Milano, 8 maggio 2014 - Non c’è traccia di narcotico. Nella bottiglietta ritrovata dentro l’auto del delitto, il perito incaricato dalla Corte d’assise ha trovato solo residui di acqua e di acido citrico tipico delle bevande gassate. Se Fize Lushi, 22 anni, la “lucciola” albanese accusata di aver ucciso un cliente in auto durante un rapporto sessuale, sperava di salvarsi così, cioè provando di essere stata addormentata con un sonnifero sciolto nella bevanda, allora la condanna è già scritta. In carcere ormai da un anno, la ragazza in pratica non si è mai difesa. Non parla, forse ha paura. Ma così rischia di dover trascorrere lunghi anni in galera.

«Quando mi sono svegliata e me ne sono andata, lui era vicino a me già morto», sono state le sue uniche parole. Salvatore Cercabene, 48 anni, il cliente trovato cadavere nella sua vettura nel giugno 2012, non era morto per infarto, come pensarono i primi soccorritori. L’autopsia rivelò che era stato ucciso per “asfissia meccanica”, in pratica con il collo schiacciato tra sedile e predellino e qualcuno con le ginocchia sulla schiena a impedirgli di respirare.

Chi è stato?
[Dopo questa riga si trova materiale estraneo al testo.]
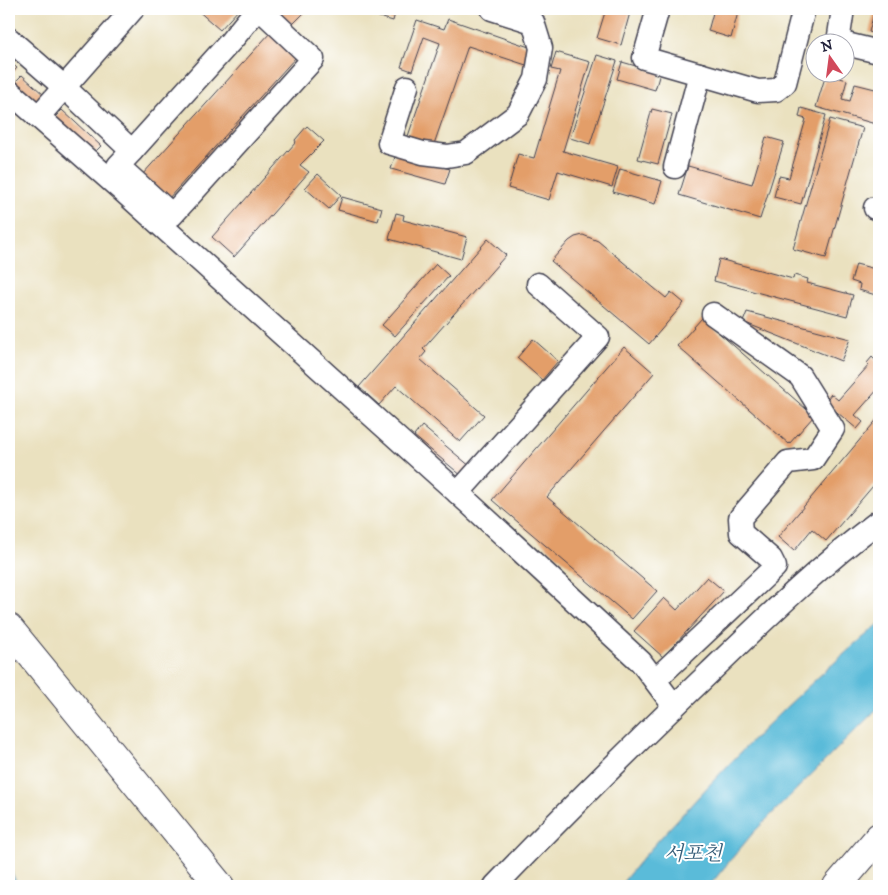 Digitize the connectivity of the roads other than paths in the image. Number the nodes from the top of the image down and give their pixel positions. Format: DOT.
graph roads {
  1 [pos="132,9"];
  2 [pos="259,9"];
  3 [pos="658,9"];
  4 [pos="804,9"];
  5 [pos="843,9"];
  6 [pos="503,11"];
  7 [pos="840,32"];
  8 [pos="9,39"];
  9 [pos="856,46"];
  10 [pos="879,52"];
  11 [pos="700,74"];
  12 [pos="64,87"];
  13 [pos="407,87"];
  14 [pos="9,91"];
  15 [pos="38,117"];
  16 [pos="132,151"];
  17 [pos="675,167"];
  18 [pos="538,284"];
  19 [pos="714,314"];
  20 [pos="458,493"];
  21 [pos="879,521"];
  22 [pos="9,628"];
  23 [pos="655,680"];
  24 [pos="674,706"];
  25 [pos="879,836"];
  26 [pos="220,886"];
  27 [pos="495,886"];
  28 [pos="837,886"];
  1 -- 12 [label="street"];
  2 -- 16 [label="street"];
  2 -- 16 [label="street"];
  3 -- 11 [label="street"];
  4 -- 11 [label="street"];
  5 -- 7 [label="street"];
  6 -- 13 [label="street"];
  8 -- 12 [label="street"];
  9 -- 10 [label="street"];
  11 -- 17 [label="street"];
  12 -- 15 [label="street"];
  12 -- 16 [label="street"];
  14 -- 15 [label="street"];
  15 -- 20 [label="street"];
  18 -- 20 [label="street"];
  19 -- 23 [label="street"];
  20 -- 23 [label="street"];
  21 -- 24 [label="street"];
  22 -- 26 [label="main road"];
  23 -- 24 [label="street"];
  24 -- 27 [label="street"];
  25 -- 28 [label="main road"];
}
Grazie alle telecamere presenti nel luogo - una via di Bruzzano, periferia della metropoli - i carabinieri individuarono la prostituta che era uscita dall’auto nuda e se l’era filata spaventata, con un cellulare all’orecchio. Così arrivarono a Fize, che nel frattempo era andata e tornata dall’Albania cambiando persino il nome. Finì in manette. Il movente, però, resta un mistero. Gioco erotico finito male? Reazione a un’aggressione dell’uomo? Intervento di una terza persona, per esempio il protettore della “lucciola”?

Di stranezze, nella vicenda e nelle indagini successive, ce ne sono state anche altre. Per esempio: di chi erano e che fine hanno fatto gli indumenti sporchi di sangue trovati nell’immediatezza del delitto in un sacchettino di nylon dentro il portabagagli dell’auto? Nessuno li fece esaminare e ora sembrano svaniti nel nulla. La ragazza, nel frattempo, non parla. Ha borbottato in aula di essere stata percossa, quella sera, ma l’amico che l’avrebbe vista coi lividi non si trova più. Però Cercabene aveva sulle spalle una condanna penale per aver narcotizzato e violentato una prostituta.

Così i giudici avevano accolto l’istanza dei legali della donna, gli avvocati Giovanni Marinosci e Marziano Pontin, di eseguire gli accertamenti sulla bottiglietta. Ma ora che tracce di narcotico non sono state trovate, che farà Feze? Andrà silenziosamente incontro al suo destino oppure spiegherà di essere stata aggredita e di aver reagito, puntando così a cavarsela con la legittima difesa? All’udienza in programma venerdì sarà ascoltato il perito che ha esaminato la bottiglietta. Poi la parola passerà per la requisitoria al pubblico ministero.